What is being asked =>
Whenever the word "AVENUE" turns up in a line of the data below, copy that line.

§

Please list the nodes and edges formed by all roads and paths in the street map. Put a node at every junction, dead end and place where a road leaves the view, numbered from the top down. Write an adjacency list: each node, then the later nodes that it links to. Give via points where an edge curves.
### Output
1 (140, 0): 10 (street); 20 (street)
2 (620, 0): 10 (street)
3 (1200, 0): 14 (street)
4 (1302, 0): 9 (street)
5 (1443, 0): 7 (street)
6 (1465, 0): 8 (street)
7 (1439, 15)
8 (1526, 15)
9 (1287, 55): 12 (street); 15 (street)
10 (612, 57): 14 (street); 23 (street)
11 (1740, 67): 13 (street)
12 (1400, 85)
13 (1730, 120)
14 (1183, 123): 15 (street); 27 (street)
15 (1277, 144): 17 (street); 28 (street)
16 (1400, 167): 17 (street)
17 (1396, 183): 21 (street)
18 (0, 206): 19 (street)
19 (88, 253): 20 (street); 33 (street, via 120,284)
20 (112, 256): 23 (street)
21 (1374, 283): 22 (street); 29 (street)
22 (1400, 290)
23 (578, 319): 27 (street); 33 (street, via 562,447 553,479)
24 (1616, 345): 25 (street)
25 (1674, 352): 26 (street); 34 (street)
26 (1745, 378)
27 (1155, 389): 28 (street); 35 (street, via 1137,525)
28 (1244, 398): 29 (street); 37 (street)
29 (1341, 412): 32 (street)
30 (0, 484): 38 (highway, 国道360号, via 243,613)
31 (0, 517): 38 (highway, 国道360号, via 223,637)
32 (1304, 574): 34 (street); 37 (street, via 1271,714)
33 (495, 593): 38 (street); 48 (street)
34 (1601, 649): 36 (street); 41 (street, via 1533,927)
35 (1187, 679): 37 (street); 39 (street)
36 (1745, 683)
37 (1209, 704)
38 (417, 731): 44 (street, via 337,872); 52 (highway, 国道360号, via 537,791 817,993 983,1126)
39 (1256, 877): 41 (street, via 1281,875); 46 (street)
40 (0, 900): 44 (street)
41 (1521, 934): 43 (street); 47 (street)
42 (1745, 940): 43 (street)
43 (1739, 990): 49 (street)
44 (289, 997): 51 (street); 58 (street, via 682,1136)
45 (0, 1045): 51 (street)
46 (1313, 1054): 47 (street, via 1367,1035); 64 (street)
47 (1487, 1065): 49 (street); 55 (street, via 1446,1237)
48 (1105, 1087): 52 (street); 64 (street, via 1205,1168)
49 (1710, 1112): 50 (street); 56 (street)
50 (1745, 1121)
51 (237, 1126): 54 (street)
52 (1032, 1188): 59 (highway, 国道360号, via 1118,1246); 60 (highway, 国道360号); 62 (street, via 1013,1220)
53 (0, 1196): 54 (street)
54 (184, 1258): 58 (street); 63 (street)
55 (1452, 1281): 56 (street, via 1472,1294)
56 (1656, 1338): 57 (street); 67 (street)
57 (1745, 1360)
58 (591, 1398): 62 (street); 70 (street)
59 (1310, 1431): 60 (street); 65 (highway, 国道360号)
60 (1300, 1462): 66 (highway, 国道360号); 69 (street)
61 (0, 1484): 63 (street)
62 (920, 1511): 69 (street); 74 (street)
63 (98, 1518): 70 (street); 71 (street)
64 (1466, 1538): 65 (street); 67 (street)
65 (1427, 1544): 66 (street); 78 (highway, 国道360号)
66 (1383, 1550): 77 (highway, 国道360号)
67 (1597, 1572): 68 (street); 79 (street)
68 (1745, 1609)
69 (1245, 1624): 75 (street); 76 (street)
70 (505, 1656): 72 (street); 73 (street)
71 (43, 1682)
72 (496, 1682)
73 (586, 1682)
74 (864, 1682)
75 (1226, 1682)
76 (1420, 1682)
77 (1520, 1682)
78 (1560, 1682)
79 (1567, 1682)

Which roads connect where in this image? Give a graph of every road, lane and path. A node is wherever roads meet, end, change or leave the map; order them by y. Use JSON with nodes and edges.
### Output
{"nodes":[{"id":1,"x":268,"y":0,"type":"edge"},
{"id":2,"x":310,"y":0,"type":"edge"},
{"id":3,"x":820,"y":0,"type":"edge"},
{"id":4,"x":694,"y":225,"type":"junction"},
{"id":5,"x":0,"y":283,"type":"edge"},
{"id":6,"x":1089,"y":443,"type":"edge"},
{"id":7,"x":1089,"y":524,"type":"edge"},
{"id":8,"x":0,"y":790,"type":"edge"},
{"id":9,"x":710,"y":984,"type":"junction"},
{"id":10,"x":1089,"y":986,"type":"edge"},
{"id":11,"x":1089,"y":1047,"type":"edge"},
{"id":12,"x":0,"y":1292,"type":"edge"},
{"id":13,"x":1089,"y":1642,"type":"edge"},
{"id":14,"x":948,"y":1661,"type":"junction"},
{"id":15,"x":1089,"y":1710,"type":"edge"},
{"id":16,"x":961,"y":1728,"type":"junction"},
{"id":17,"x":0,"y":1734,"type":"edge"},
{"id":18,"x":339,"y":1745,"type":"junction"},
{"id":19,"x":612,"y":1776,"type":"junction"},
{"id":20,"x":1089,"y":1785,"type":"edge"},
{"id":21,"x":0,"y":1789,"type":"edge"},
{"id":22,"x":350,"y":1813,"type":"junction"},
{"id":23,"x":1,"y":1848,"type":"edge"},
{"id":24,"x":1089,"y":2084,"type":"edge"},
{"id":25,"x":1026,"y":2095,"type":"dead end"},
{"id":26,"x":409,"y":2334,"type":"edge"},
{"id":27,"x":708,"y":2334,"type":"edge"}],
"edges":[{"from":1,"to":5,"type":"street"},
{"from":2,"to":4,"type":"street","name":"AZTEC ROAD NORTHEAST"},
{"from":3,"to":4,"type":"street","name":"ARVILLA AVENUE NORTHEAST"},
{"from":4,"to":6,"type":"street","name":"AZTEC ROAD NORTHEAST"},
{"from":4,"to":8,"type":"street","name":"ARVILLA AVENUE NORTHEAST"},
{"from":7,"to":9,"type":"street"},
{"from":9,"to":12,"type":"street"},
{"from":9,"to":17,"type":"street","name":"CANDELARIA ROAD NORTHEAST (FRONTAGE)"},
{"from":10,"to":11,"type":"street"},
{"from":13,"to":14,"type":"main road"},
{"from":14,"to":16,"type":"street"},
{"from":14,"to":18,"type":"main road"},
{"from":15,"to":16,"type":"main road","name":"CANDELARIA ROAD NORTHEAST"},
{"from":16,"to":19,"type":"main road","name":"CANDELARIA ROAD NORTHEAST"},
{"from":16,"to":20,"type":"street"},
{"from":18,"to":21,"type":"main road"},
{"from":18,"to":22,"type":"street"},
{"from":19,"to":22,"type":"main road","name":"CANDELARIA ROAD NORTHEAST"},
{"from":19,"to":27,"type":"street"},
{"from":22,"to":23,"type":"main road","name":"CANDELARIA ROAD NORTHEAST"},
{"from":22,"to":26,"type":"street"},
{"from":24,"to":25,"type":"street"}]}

§

Response below =>
{"from":3,"to":4,"type":"street","name":"ARVILLA AVENUE NORTHEAST"},
{"from":4,"to":8,"type":"street","name":"ARVILLA AVENUE NORTHEAST"},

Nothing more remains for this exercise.